Reconnu pour son hospitalité et la qualité de ses services, le Centre de congrès Le Georgesville est un véritable fleuron du pays de l’entrepreneuriat beauceron. Grâce aux récents investissements de 4,5 millions $, l’hôtel se distingue de façon exceptionnelle pour accueillir et servir sa clientèle.

« Le Georgesville est excessivement beau, notre produit est à jour et nous en sommes très fiers », confie Alain April, directeur général et du Georgesville à Saint-Georges, et du Château Bonne Entente à Québec.

Pour atteindre le summum, le quatre étoiles, qui est situé à une heure de route de Québec, s’est refait une beauté depuis un an et demi.

« L’investissement est majeur. Nous avons rénové le lobby, la salle de bal, ajouté une marquise, réaménagé 80 de nos 106 chambres et d’ici quelques mois, le dernier étage sera complété. Au niveau physique, c’est le plus bel hôtel congrès en région : les chambres sont confortables et modernes. Nous avons 12 salles multifonctionnelles, une salle de bal pour 500 personnes. L’environnement est impeccable pour y tenir un congrès, un banquet somptueux, un gala animé, des réunions d’affaires, des mariages. Le décor est épuré, la cuisine actuelle, sans oublier le Relaxarium », note M. April.

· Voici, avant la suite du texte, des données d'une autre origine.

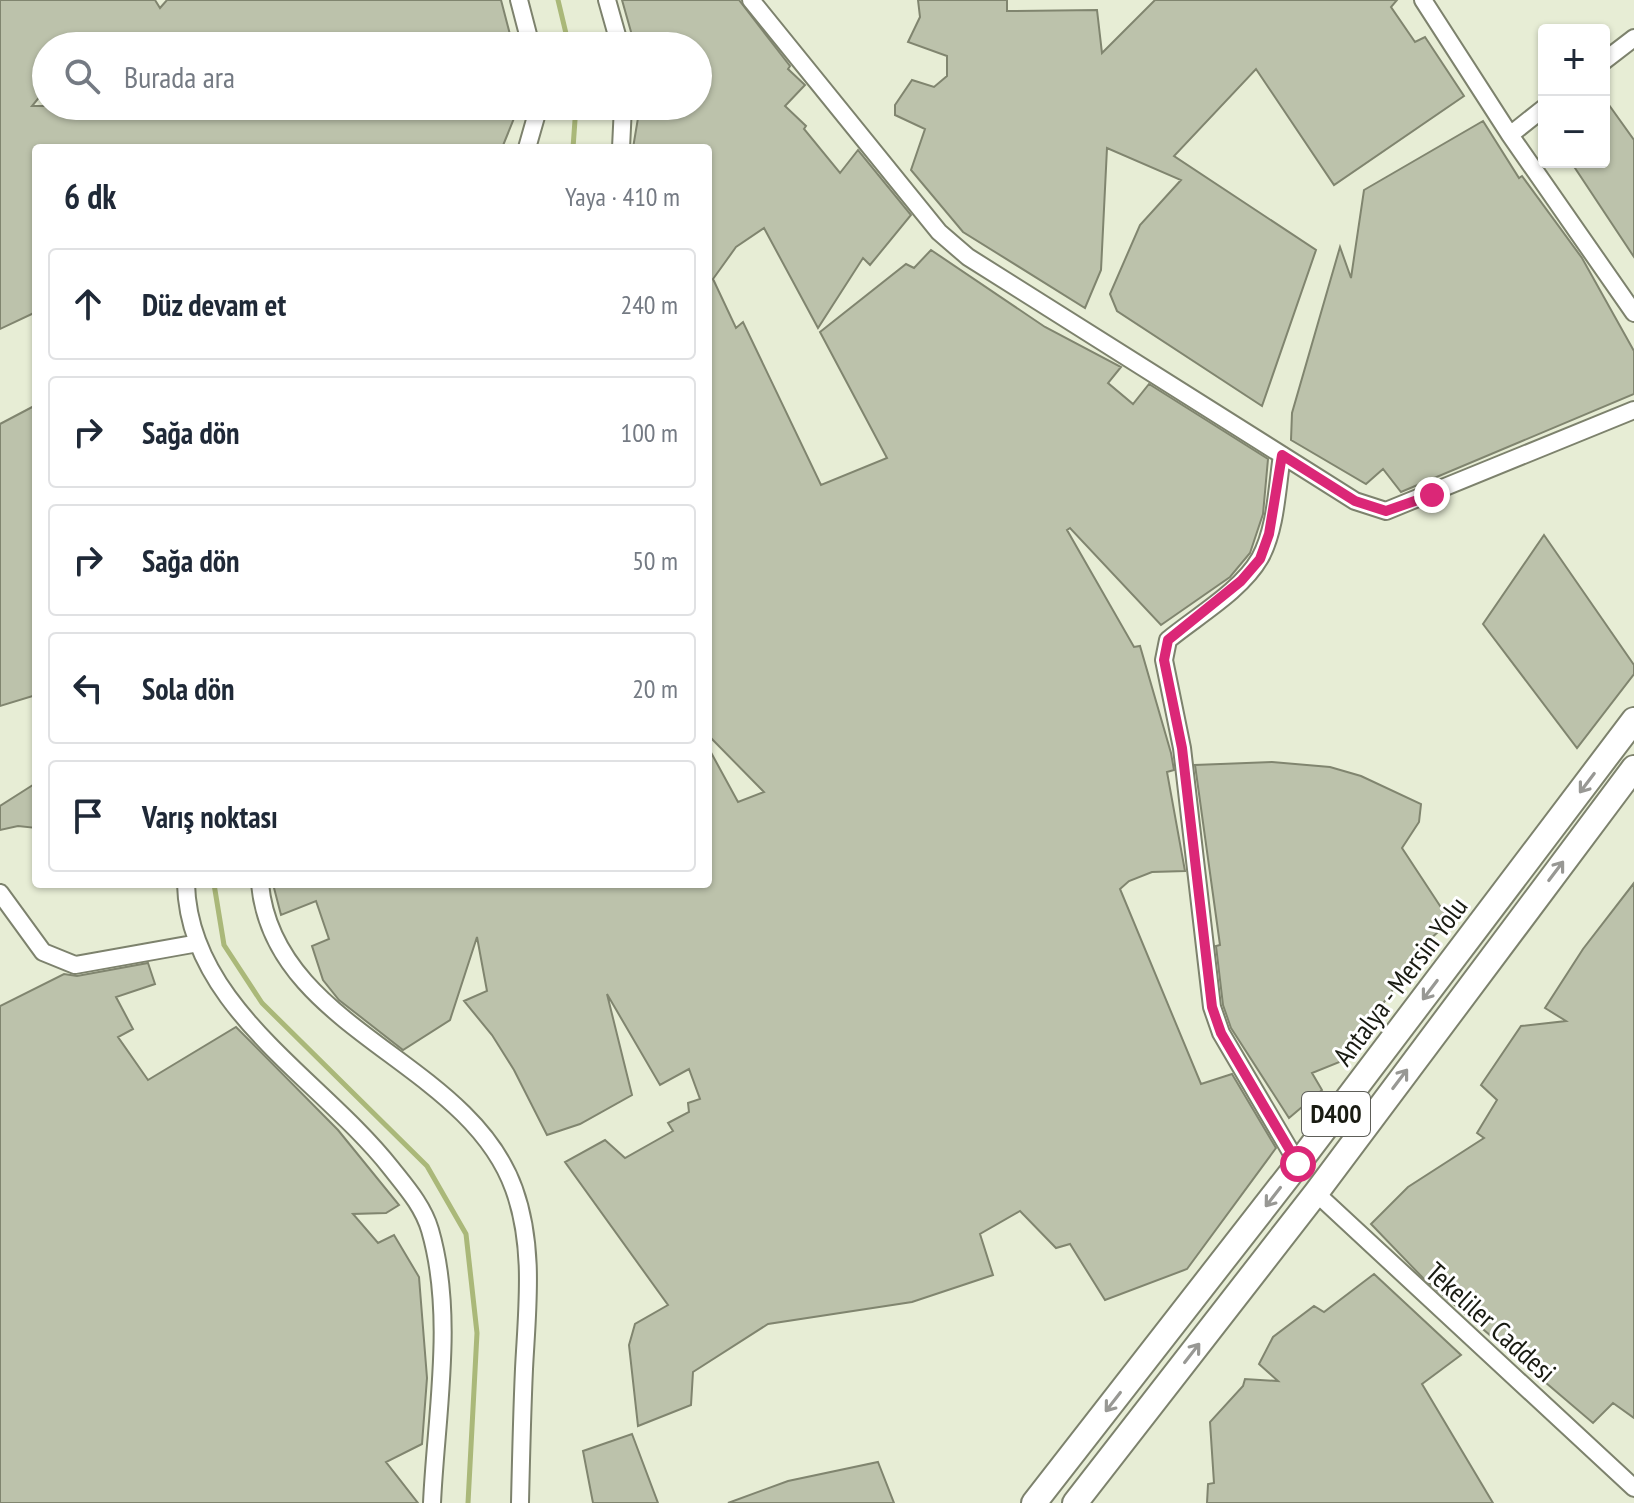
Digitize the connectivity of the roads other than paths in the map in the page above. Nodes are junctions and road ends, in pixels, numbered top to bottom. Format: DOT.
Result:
graph roads {
  1 [pos="519,0"];
  2 [pos="607,0"];
  3 [pos="751,0"];
  4 [pos="1423,0"];
  5 [pos="527,32"];
  6 [pos="616,32"];
  7 [pos="1634,38"];
  8 [pos="1610,56"];
  9 [pos="1538,113"];
  10 [pos="535,120"];
  11 [pos="622,120"];
  12 [pos="1510,135"];
  13 [pos="528,144"];
  14 [pos="621,144"];
  15 [pos="1634,313"];
  16 [pos="1634,410"];
  17 [pos="1282,455"];
  18 [pos="1634,720"];
  19 [pos="1634,768"];
  20 [pos="187,888"];
  21 [pos="261,888"];
  22 [pos="0,893"];
  23 [pos="198,943"];
  24 [pos="1298,1164"];
  25 [pos="1316,1193"];
  26 [pos="1634,1488"];
  27 [pos="432,1503"];
  28 [pos="520,1503"];
  29 [pos="1034,1503"];
  30 [pos="1075,1503"];
  1 -- 5 [label="street"];
  2 -- 6 [label="street"];
  3 -- 17 [label="street"];
  4 -- 12 [label="street"];
  7 -- 8 [label="street"];
  9 -- 12 [label="street"];
  10 -- 13 [label="street"];
  11 -- 14 [label="street"];
  12 -- 15 [label="street"];
  16 -- 17 [label="street"];
  17 -- 24 [label="street"];
  18 -- 24 [label="highway, Antalya - Mersin Yolu / D400, one-way"];
  25 -- 19 [label="highway, D400, one-way"];
  20 -- 23 [label="street"];
  21 -- 28 [label="street"];
  22 -- 23 [label="street"];
  23 -- 27 [label="street"];
  24 -- 29 [label="highway, Antalya - Mersin Yolu / D400, one-way"];
  25 -- 26 [label="street, Tekeliler Caddesi"];
  30 -- 25 [label="highway, D400, one-way"];
}
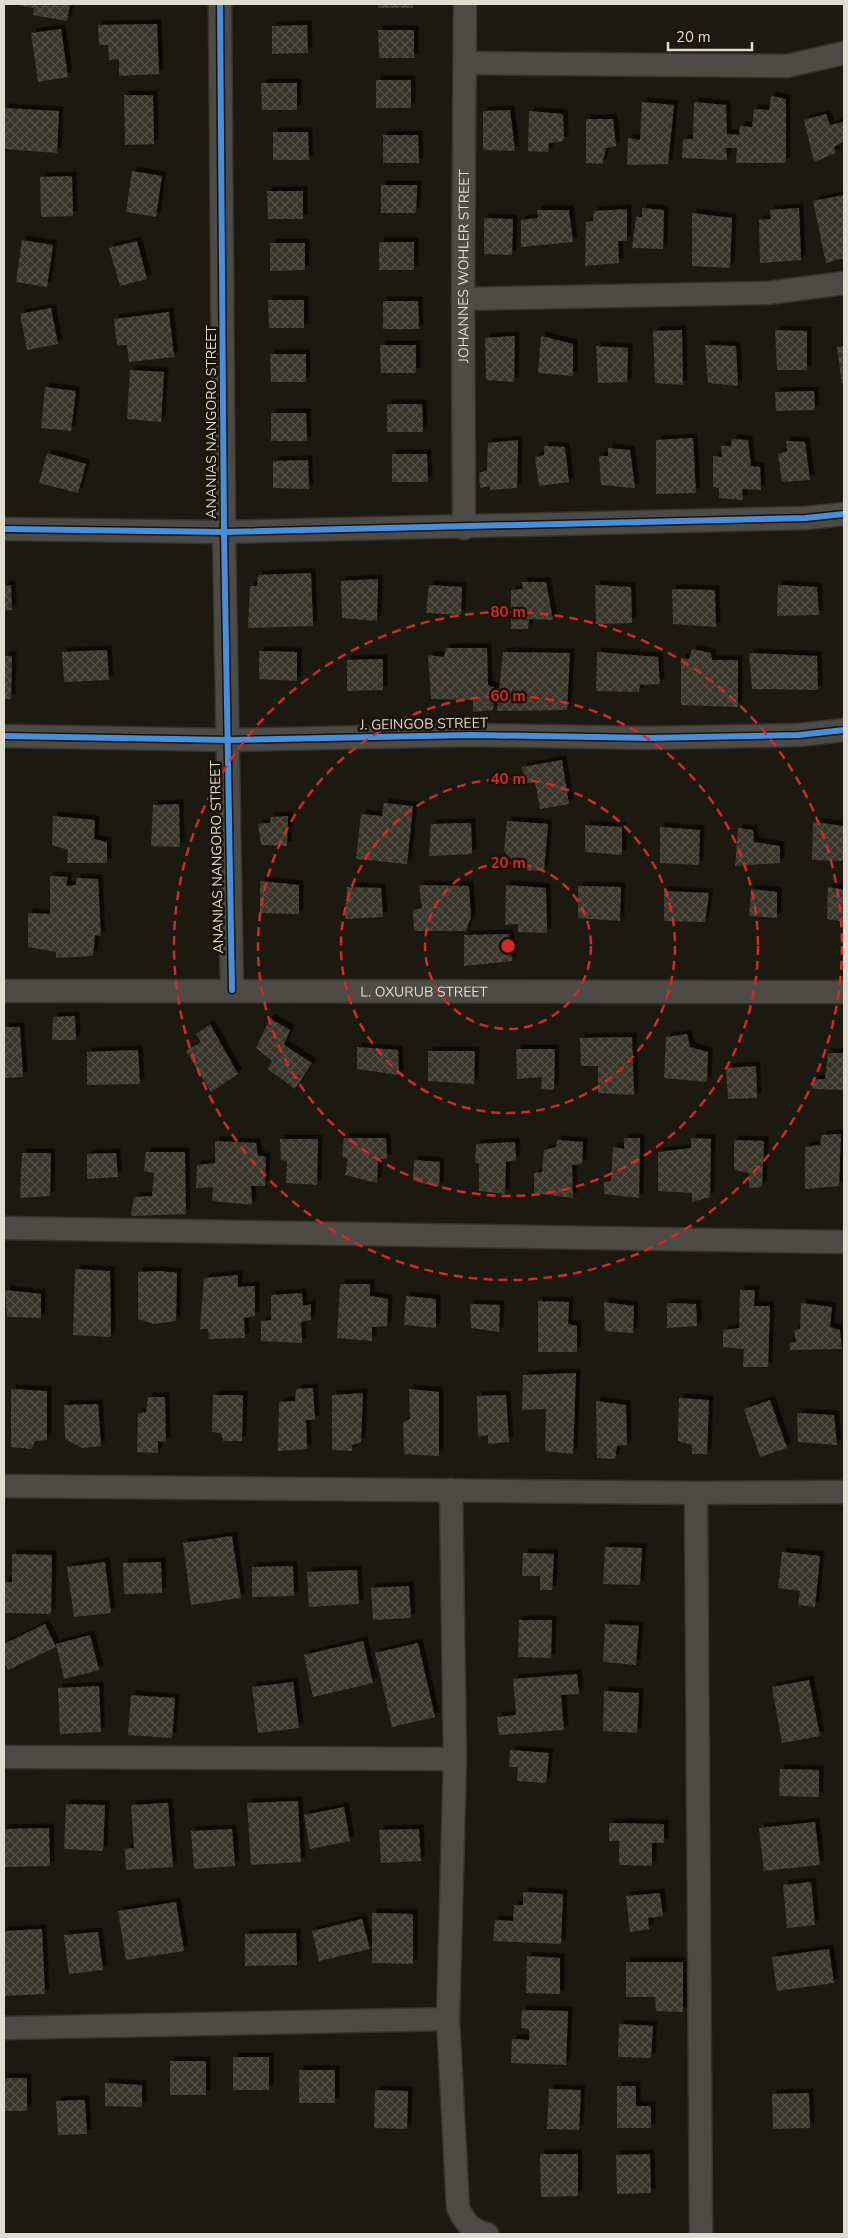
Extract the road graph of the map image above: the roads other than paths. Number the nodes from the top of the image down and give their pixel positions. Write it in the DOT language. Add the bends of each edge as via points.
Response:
graph roads {
  1 [pos="220,4"];
  2 [pos="465,4"];
  3 [pos="844,53"];
  4 [pos="465,63"];
  5 [pos="844,283"];
  6 [pos="463,299"];
  7 [pos="844,514"];
  8 [pos="464,528"];
  9 [pos="4,529"];
  10 [pos="224,532"];
  11 [pos="844,730"];
  12 [pos="4,736"];
  13 [pos="228,740"];
  14 [pos="4,990"];
  15 [pos="232,990"];
  16 [pos="844,992"];
  17 [pos="4,1228"];
  18 [pos="844,1242"];
  19 [pos="4,1486"];
  20 [pos="451,1490"];
  21 [pos="844,1492"];
  22 [pos="696,1493"];
  23 [pos="4,1757"];
  24 [pos="455,1759"];
  25 [pos="448,2019"];
  26 [pos="4,2028"];
  27 [pos="487,2234"];
  28 [pos="701,2234"];
  1 -- 10 [label="street, ANANIAS NANGORO STREET"];
  2 -- 4 [label="street, JOHANNES WOHLER STREET"];
  3 -- 4 [label="street" via="787,66"];
  4 -- 6 [label="street, JOHANNES WOHLER STREET"];
  5 -- 6 [label="street" via="768,293"];
  6 -- 8 [label="street, JOHANNES WOHLER STREET"];
  7 -- 8 [label="street" via="806,518"];
  8 -- 10 [label="street"];
  9 -- 10 [label="street"];
  10 -- 13 [label="street, ANANIAS NANGORO STREET"];
  11 -- 13 [label="street, J. GEINGOB STREET" via="800,735 649,738 472,736"];
  12 -- 13 [label="street, J. GEINGOB STREET"];
  13 -- 15 [label="street, ANANIAS NANGORO STREET"];
  14 -- 15 [label="street, L. OXURUB STREET"];
  15 -- 16 [label="street, L. OXURUB STREET"];
  17 -- 18 [label="street"];
  19 -- 20 [label="street"];
  20 -- 22 [label="street"];
  20 -- 24 [label="street"];
  21 -- 22 [label="street"];
  22 -- 28 [label="street"];
  23 -- 24 [label="street"];
  24 -- 25 [label="street"];
  25 -- 26 [label="street"];
  25 -- 27 [label="street" via="458,2208 464,2221 476,2232"];
}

« En région, nous sommes à des années-lumière de la compétition et ça, nous le devons à la con­fiance du propriétaire, Marcel Dutil, qui exige ce qu’il y a de mieux. Le Georgesville n’est-il pas un porte-étendard en Beauce? », demande le dg.

Bien servir le client

S’il avoue porter Le Georgesville et la Beauce dans son coeur, Alain April ne tarit pas d’éloges pour l’équipe administrative qui le seconde et salue le professionnalisme du personnel.

« Ici, le personnel reçoit la même formation, a les mêmes exigences qu’au Château Bonne Entente. Ensemble, nous visons l’excellence. Au plus fort de l’année, il y a 75 employés. Je leur parle souvent de ce privilège que nous avons d’accueillir les gens en nos murs. Ils ne sont pas obligés d’être ici. Mais sans clients, nous ne sommes plus là. Alors, au moment du départ, nous nous assurons que chacun ait apprécié son séjour et ça, qu’il s’agisse d’un congressiste, d’un touriste d’affaires ou d’agrément », dit-il.

Bon an, mal an Le Georgesville accueille environ 3000 nuitées en congrès. Son taux d’occupation est de 62 %, un peu supérieur à la moyenne québécoise.

« Notre marché congrès est associatif. À preuve, nous recevons à la mi-octobre la Fédération des chambres de commerces du Québec. Toutefois, contrairement à Rimouski ou Chicoutimi, par exemple, nous avons moins de touristes l’été. L’accent va donc au marché de la motoneige l’hiver venu et aux évènements spéciaux tels les tournois de hockey promus par des bénévoles du milieu. Nous sommes chanceux de les avoir », reconnaît le gestionnaire.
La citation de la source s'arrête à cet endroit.